WHAT TO WORK ON: Here is a block of records. Copy every line in it that includes "Mastrorosa".

EXTRACTED RECORDS:
++++++++++++++++++++
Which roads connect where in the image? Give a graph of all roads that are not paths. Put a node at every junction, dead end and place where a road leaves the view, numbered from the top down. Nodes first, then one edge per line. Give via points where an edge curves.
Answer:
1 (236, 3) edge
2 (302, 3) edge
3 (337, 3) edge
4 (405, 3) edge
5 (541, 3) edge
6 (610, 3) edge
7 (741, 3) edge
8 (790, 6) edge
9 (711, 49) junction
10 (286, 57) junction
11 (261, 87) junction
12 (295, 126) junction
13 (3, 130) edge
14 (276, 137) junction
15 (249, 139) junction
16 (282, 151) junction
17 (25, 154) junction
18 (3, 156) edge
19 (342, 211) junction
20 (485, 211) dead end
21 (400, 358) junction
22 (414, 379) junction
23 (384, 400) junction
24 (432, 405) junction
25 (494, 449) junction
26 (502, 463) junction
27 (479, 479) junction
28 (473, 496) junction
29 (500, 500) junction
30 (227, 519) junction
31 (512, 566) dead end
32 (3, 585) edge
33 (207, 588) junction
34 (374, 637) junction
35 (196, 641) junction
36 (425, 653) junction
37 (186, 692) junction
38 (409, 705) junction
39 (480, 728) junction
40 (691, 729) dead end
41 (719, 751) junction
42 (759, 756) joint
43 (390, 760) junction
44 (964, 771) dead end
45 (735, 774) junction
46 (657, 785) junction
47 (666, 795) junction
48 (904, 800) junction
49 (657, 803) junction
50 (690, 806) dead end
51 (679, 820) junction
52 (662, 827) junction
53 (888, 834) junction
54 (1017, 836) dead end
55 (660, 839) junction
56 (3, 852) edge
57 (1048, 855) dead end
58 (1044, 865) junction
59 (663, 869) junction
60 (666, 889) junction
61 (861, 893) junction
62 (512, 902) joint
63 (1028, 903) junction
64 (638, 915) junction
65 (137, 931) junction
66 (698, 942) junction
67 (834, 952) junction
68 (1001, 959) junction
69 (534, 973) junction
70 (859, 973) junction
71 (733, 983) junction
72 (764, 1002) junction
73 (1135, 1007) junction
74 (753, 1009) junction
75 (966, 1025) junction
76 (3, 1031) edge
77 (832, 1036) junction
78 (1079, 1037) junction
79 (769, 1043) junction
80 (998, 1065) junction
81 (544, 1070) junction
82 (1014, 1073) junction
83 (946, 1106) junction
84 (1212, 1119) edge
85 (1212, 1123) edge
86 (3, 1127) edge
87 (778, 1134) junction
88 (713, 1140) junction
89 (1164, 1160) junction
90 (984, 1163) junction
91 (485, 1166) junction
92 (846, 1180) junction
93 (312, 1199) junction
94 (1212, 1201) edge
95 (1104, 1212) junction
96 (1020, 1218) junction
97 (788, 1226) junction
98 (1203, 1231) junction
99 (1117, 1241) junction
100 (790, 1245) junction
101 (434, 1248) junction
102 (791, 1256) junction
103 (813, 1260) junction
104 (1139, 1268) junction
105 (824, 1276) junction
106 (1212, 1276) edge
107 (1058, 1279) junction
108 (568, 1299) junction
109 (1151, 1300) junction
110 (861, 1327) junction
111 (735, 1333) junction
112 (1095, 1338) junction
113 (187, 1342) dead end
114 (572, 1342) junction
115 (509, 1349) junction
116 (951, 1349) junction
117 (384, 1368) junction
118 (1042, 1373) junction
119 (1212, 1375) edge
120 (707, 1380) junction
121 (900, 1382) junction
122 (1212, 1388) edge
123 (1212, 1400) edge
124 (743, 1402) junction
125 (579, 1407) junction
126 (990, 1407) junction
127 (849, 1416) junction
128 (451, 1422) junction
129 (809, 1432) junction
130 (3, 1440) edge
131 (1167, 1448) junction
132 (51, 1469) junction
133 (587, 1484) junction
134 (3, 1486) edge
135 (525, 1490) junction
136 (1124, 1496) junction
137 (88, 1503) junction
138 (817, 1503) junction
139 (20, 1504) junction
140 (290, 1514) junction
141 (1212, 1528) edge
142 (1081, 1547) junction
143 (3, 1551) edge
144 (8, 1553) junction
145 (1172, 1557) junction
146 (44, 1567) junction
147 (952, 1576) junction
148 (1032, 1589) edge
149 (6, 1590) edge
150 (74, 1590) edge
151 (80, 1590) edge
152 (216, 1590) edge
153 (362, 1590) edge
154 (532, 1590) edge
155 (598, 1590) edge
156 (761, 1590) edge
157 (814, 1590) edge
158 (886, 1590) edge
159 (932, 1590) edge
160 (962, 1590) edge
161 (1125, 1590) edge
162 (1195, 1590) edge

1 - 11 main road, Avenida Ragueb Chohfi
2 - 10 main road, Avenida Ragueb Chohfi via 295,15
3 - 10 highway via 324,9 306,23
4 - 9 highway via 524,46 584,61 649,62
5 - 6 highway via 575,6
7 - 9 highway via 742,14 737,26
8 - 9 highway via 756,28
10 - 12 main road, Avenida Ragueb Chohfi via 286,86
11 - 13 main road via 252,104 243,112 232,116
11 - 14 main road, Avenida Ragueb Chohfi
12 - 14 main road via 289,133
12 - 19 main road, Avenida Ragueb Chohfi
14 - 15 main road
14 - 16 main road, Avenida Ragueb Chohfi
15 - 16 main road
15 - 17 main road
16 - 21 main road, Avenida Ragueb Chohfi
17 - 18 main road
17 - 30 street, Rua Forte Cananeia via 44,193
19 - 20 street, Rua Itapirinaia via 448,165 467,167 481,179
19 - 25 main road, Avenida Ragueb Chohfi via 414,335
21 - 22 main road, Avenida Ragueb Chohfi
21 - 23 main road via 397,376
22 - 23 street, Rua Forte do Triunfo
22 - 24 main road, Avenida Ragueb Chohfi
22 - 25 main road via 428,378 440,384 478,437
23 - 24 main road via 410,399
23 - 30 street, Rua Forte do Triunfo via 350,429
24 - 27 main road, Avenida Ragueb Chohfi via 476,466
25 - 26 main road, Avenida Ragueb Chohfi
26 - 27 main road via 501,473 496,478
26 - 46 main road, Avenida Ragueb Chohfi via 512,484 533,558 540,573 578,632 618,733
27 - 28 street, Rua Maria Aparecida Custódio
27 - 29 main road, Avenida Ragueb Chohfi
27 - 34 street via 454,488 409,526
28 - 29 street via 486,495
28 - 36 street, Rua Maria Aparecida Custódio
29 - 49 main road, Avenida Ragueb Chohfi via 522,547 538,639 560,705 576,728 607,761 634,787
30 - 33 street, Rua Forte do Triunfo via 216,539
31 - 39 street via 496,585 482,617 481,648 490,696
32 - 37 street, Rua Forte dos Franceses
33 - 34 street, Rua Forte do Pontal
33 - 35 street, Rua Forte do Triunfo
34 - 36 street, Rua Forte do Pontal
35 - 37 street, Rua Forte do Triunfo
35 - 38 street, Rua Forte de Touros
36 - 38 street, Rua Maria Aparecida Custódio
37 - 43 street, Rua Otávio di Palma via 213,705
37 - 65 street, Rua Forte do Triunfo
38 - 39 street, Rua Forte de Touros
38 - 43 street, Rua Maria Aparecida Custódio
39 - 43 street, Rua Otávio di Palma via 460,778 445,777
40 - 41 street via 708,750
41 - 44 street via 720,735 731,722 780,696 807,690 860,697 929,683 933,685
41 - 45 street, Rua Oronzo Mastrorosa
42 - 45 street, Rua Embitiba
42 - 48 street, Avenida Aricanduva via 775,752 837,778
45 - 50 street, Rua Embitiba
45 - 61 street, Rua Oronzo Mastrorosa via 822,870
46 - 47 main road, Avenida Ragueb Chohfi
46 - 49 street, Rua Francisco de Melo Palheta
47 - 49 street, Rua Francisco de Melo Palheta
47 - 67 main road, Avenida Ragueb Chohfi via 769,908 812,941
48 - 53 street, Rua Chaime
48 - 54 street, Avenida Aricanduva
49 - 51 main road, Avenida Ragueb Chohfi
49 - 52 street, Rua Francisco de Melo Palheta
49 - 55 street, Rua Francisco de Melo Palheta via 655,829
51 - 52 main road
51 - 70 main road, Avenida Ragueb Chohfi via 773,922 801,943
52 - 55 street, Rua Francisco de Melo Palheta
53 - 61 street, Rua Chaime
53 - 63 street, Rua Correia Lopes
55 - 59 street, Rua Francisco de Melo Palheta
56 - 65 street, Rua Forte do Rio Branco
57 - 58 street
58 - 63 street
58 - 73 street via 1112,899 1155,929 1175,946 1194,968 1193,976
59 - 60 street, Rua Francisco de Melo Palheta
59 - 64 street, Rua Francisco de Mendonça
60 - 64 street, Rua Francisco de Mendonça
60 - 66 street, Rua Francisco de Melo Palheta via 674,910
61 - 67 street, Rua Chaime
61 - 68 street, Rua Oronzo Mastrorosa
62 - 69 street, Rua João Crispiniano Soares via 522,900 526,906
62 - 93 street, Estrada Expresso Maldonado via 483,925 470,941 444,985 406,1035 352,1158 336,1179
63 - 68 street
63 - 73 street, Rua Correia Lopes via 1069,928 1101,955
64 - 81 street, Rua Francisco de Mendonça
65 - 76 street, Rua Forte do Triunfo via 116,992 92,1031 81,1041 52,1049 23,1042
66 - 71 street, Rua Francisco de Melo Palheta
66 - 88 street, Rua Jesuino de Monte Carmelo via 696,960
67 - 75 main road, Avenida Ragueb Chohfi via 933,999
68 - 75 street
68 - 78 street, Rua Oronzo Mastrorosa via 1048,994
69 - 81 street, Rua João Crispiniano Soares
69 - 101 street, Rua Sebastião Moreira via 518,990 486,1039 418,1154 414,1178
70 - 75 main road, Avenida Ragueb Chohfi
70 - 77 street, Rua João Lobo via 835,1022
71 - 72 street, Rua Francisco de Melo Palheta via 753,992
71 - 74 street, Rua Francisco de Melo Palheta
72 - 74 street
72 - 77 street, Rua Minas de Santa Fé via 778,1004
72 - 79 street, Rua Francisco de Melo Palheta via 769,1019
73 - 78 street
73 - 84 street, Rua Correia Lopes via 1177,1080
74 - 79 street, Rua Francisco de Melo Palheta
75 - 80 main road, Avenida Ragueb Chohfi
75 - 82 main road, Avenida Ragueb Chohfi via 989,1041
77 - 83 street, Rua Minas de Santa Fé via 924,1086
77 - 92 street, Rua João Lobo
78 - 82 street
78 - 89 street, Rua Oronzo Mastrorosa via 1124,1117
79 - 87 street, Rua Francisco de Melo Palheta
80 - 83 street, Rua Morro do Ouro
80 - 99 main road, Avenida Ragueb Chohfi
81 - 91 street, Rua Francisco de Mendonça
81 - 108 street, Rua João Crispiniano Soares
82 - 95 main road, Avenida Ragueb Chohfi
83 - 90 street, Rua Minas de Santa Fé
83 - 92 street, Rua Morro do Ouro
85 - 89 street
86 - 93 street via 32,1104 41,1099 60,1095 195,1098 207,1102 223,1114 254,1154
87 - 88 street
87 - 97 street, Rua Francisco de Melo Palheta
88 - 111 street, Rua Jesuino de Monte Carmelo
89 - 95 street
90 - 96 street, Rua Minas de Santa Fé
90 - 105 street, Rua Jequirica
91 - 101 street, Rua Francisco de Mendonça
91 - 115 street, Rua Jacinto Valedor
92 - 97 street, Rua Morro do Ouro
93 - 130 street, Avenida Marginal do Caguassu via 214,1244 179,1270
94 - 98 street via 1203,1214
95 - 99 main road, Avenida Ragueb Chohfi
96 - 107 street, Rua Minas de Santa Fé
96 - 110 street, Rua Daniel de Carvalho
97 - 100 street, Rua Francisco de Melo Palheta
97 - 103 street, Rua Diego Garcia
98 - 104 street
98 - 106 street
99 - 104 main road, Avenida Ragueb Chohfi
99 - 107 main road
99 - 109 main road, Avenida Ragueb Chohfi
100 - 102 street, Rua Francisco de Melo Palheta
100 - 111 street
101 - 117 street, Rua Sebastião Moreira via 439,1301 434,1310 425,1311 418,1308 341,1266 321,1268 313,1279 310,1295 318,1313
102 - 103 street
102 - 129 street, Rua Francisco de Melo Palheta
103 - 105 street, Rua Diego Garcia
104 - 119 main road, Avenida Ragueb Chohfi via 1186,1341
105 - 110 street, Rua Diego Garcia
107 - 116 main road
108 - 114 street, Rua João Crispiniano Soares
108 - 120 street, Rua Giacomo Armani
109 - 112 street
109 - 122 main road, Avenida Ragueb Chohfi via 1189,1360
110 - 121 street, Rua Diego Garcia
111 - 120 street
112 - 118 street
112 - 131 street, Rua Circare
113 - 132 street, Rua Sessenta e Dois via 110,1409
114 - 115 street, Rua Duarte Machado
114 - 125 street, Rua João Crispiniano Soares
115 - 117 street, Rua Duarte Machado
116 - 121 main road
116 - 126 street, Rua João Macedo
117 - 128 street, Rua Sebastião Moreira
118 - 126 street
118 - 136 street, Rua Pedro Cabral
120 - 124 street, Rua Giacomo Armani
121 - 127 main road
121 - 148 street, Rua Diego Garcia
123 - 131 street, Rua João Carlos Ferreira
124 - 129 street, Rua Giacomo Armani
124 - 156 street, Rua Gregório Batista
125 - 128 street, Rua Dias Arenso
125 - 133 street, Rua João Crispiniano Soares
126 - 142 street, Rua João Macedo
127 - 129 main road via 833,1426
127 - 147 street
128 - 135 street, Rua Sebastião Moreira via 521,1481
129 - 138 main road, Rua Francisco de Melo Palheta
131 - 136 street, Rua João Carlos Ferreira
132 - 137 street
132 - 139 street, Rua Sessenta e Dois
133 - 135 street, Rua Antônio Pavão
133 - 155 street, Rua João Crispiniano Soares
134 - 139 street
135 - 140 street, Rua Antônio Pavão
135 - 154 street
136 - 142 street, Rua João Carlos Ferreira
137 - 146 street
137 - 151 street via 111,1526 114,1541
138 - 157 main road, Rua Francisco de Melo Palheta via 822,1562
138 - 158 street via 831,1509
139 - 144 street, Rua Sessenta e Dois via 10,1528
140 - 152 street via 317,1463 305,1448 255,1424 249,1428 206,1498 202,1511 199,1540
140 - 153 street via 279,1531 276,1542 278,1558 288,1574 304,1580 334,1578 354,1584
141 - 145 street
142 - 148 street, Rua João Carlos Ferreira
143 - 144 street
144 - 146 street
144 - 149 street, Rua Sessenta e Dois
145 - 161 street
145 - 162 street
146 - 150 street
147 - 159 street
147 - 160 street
++++++++++++++++++++
RESULT:
41 - 45 street, Rua Oronzo Mastrorosa
45 - 61 street, Rua Oronzo Mastrorosa via 822,870
61 - 68 street, Rua Oronzo Mastrorosa
68 - 78 street, Rua Oronzo Mastrorosa via 1048,994
78 - 89 street, Rua Oronzo Mastrorosa via 1124,1117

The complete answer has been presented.